------ GIVEN RECORDS

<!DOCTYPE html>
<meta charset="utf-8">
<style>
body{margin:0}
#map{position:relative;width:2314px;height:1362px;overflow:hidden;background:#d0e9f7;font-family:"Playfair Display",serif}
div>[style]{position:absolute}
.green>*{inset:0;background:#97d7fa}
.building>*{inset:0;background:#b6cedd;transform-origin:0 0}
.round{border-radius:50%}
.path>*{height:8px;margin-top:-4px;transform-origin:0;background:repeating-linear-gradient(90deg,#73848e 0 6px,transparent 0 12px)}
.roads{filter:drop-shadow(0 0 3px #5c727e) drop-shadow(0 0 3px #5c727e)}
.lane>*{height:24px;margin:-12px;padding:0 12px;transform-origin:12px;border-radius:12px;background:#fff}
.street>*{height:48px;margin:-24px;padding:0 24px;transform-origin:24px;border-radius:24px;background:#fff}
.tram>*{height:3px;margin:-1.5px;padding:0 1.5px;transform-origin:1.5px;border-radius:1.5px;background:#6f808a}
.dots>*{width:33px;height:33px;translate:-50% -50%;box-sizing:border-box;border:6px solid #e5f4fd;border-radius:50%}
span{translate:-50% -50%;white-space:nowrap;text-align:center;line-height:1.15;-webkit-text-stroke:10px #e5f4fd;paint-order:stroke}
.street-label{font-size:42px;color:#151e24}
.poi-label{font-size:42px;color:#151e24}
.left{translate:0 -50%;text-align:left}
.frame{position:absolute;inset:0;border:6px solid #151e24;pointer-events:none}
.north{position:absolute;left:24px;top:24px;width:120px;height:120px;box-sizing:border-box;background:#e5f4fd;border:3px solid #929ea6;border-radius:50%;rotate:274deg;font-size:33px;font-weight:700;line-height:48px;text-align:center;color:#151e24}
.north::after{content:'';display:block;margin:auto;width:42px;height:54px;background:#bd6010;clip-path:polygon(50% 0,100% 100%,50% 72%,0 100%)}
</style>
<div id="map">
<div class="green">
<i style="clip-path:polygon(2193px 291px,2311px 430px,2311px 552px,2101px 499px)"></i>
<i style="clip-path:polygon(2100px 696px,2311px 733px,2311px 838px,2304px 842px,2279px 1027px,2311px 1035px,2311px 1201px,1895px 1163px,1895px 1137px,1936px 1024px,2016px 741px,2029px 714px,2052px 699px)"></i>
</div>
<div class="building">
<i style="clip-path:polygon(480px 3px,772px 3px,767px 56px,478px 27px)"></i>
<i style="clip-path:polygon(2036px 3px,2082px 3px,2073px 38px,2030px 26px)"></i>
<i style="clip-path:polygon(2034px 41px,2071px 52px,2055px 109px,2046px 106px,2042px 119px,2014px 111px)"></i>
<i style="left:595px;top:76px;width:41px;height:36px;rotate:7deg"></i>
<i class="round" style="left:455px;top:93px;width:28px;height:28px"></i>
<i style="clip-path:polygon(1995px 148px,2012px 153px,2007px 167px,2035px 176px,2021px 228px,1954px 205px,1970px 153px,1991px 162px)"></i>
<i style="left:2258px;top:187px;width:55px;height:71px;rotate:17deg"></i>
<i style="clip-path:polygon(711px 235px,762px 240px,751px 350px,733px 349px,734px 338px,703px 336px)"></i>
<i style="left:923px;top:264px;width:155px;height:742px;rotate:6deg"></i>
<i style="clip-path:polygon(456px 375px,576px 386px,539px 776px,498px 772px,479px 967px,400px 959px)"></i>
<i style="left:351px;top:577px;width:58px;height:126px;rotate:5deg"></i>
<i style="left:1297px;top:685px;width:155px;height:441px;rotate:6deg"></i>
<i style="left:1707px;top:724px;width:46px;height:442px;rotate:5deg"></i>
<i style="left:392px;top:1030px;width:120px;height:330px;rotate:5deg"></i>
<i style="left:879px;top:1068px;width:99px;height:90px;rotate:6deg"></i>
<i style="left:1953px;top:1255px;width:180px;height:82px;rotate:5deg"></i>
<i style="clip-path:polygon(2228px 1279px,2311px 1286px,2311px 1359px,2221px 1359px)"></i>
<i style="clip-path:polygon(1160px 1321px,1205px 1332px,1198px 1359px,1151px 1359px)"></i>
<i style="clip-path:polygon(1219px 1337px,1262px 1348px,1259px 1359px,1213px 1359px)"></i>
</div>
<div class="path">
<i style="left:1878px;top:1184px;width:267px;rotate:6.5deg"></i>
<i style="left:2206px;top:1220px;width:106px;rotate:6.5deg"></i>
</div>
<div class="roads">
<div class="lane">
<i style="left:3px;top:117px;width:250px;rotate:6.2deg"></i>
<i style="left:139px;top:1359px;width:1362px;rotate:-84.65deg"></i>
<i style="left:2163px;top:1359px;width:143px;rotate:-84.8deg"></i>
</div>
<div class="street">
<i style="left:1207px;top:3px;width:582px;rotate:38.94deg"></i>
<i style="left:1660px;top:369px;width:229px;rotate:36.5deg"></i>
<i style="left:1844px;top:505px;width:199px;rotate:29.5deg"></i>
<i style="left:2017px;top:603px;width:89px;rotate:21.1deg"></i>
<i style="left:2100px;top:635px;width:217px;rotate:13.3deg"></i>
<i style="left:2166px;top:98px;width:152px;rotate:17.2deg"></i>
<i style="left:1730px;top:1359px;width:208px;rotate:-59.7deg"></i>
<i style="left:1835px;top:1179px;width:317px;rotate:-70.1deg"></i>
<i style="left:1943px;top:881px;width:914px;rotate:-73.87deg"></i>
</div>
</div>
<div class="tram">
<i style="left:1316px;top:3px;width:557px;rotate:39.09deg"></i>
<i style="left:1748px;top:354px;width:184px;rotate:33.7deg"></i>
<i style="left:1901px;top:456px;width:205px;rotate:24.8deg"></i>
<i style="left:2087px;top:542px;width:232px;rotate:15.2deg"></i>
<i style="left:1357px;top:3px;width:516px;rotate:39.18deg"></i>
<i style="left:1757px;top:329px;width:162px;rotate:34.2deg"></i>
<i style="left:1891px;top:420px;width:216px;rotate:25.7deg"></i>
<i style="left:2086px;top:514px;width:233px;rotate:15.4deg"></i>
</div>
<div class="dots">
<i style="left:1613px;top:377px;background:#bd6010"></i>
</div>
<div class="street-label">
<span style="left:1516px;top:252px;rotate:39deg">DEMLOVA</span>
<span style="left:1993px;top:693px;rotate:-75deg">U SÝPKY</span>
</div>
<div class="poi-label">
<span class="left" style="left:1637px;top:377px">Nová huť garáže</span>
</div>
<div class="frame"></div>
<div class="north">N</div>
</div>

------------

## [TO DO]
Set down the lines above as they stand, starting with the first line and ending with the line that contains "3px #5c727e) drop-shadow(0".

## [SOLUTION TO THIS EXERCISE]
<!DOCTYPE html>
<meta charset="utf-8">
<style>
body{margin:0}
#map{position:relative;width:2314px;height:1362px;overflow:hidden;background:#d0e9f7;font-family:"Playfair Display",serif}
div>[style]{position:absolute}
.green>*{inset:0;background:#97d7fa}
.building>*{inset:0;background:#b6cedd;transform-origin:0 0}
.round{border-radius:50%}
.path>*{height:8px;margin-top:-4px;transform-origin:0;background:repeating-linear-gradient(90deg,#73848e 0 6px,transparent 0 12px)}
.roads{filter:drop-shadow(0 0 3px #5c727e) drop-shadow(0 0 3px #5c727e)}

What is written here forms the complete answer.